■ ASSIGNMENT
From the first line to the last, give the data again exactly.

(Dataset items)
:::::

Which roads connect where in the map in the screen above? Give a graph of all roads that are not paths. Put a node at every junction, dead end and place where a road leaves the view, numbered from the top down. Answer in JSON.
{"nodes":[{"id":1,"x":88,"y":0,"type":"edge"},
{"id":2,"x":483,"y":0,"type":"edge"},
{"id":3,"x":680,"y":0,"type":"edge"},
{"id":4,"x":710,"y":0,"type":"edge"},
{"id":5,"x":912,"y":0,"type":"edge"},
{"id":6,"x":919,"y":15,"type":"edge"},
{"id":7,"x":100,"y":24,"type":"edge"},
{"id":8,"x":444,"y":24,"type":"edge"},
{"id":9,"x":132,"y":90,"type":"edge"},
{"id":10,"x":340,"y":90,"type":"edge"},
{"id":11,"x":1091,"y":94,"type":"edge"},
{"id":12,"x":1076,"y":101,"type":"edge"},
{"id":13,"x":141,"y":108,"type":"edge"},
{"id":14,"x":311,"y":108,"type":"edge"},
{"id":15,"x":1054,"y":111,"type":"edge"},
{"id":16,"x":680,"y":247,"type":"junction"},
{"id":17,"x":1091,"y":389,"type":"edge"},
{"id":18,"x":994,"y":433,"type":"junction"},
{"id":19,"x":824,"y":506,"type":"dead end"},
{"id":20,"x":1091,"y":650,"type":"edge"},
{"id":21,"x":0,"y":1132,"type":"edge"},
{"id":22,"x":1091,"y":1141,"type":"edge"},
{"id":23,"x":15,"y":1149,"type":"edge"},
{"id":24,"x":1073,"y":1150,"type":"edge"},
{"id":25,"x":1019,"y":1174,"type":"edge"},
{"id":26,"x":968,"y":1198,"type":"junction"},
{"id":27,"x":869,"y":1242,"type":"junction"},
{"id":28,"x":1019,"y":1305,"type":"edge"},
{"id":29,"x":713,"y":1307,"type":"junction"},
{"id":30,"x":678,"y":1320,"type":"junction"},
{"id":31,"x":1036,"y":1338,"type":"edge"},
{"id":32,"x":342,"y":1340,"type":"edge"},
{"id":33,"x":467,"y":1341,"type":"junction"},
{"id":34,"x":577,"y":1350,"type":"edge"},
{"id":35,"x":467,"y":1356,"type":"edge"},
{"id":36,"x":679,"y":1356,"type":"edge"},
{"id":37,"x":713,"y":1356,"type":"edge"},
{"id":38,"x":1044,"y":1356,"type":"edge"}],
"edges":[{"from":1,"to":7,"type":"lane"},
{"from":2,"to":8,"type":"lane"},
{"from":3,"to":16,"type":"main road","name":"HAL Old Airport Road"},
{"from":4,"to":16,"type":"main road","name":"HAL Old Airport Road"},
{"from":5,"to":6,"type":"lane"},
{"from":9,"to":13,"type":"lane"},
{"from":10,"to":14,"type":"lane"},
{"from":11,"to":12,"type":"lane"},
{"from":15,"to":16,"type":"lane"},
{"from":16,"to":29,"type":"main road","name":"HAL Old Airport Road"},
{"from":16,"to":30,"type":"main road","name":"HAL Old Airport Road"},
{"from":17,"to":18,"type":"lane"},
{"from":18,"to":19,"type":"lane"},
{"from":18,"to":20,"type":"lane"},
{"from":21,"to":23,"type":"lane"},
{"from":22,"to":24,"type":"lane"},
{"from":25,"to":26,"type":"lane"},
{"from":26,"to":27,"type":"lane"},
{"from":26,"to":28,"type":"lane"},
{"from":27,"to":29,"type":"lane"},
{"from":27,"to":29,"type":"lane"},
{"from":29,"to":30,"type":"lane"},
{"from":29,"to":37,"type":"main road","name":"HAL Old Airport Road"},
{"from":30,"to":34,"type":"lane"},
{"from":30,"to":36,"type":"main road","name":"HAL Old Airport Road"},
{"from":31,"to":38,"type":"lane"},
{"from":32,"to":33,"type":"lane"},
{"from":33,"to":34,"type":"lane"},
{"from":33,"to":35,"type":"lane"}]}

:::::

■ OUTPUT FOR THIS TASK
Which roads connect where in the map in the screen above? Give a graph of all roads that are not paths. Put a node at every junction, dead end and place where a road leaves the view, numbered from the top down. Answer in JSON.
{"nodes":[{"id":1,"x":88,"y":0,"type":"edge"},
{"id":2,"x":483,"y":0,"type":"edge"},
{"id":3,"x":680,"y":0,"type":"edge"},
{"id":4,"x":710,"y":0,"type":"edge"},
{"id":5,"x":912,"y":0,"type":"edge"},
{"id":6,"x":919,"y":15,"type":"edge"},
{"id":7,"x":100,"y":24,"type":"edge"},
{"id":8,"x":444,"y":24,"type":"edge"},
{"id":9,"x":132,"y":90,"type":"edge"},
{"id":10,"x":340,"y":90,"type":"edge"},
{"id":11,"x":1091,"y":94,"type":"edge"},
{"id":12,"x":1076,"y":101,"type":"edge"},
{"id":13,"x":141,"y":108,"type":"edge"},
{"id":14,"x":311,"y":108,"type":"edge"},
{"id":15,"x":1054,"y":111,"type":"edge"},
{"id":16,"x":680,"y":247,"type":"junction"},
{"id":17,"x":1091,"y":389,"type":"edge"},
{"id":18,"x":994,"y":433,"type":"junction"},
{"id":19,"x":824,"y":506,"type":"dead end"},
{"id":20,"x":1091,"y":650,"type":"edge"},
{"id":21,"x":0,"y":1132,"type":"edge"},
{"id":22,"x":1091,"y":1141,"type":"edge"},
{"id":23,"x":15,"y":1149,"type":"edge"},
{"id":24,"x":1073,"y":1150,"type":"edge"},
{"id":25,"x":1019,"y":1174,"type":"edge"},
{"id":26,"x":968,"y":1198,"type":"junction"},
{"id":27,"x":869,"y":1242,"type":"junction"},
{"id":28,"x":1019,"y":1305,"type":"edge"},
{"id":29,"x":713,"y":1307,"type":"junction"},
{"id":30,"x":678,"y":1320,"type":"junction"},
{"id":31,"x":1036,"y":1338,"type":"edge"},
{"id":32,"x":342,"y":1340,"type":"edge"},
{"id":33,"x":467,"y":1341,"type":"junction"},
{"id":34,"x":577,"y":1350,"type":"edge"},
{"id":35,"x":467,"y":1356,"type":"edge"},
{"id":36,"x":679,"y":1356,"type":"edge"},
{"id":37,"x":713,"y":1356,"type":"edge"},
{"id":38,"x":1044,"y":1356,"type":"edge"}],
"edges":[{"from":1,"to":7,"type":"lane"},
{"from":2,"to":8,"type":"lane"},
{"from":3,"to":16,"type":"main road","name":"HAL Old Airport Road"},
{"from":4,"to":16,"type":"main road","name":"HAL Old Airport Road"},
{"from":5,"to":6,"type":"lane"},
{"from":9,"to":13,"type":"lane"},
{"from":10,"to":14,"type":"lane"},
{"from":11,"to":12,"type":"lane"},
{"from":15,"to":16,"type":"lane"},
{"from":16,"to":29,"type":"main road","name":"HAL Old Airport Road"},
{"from":16,"to":30,"type":"main road","name":"HAL Old Airport Road"},
{"from":17,"to":18,"type":"lane"},
{"from":18,"to":19,"type":"lane"},
{"from":18,"to":20,"type":"lane"},
{"from":21,"to":23,"type":"lane"},
{"from":22,"to":24,"type":"lane"},
{"from":25,"to":26,"type":"lane"},
{"from":26,"to":27,"type":"lane"},
{"from":26,"to":28,"type":"lane"},
{"from":27,"to":29,"type":"lane"},
{"from":27,"to":29,"type":"lane"},
{"from":29,"to":30,"type":"lane"},
{"from":29,"to":37,"type":"main road","name":"HAL Old Airport Road"},
{"from":30,"to":34,"type":"lane"},
{"from":30,"to":36,"type":"main road","name":"HAL Old Airport Road"},
{"from":31,"to":38,"type":"lane"},
{"from":32,"to":33,"type":"lane"},
{"from":33,"to":34,"type":"lane"},
{"from":33,"to":35,"type":"lane"}]}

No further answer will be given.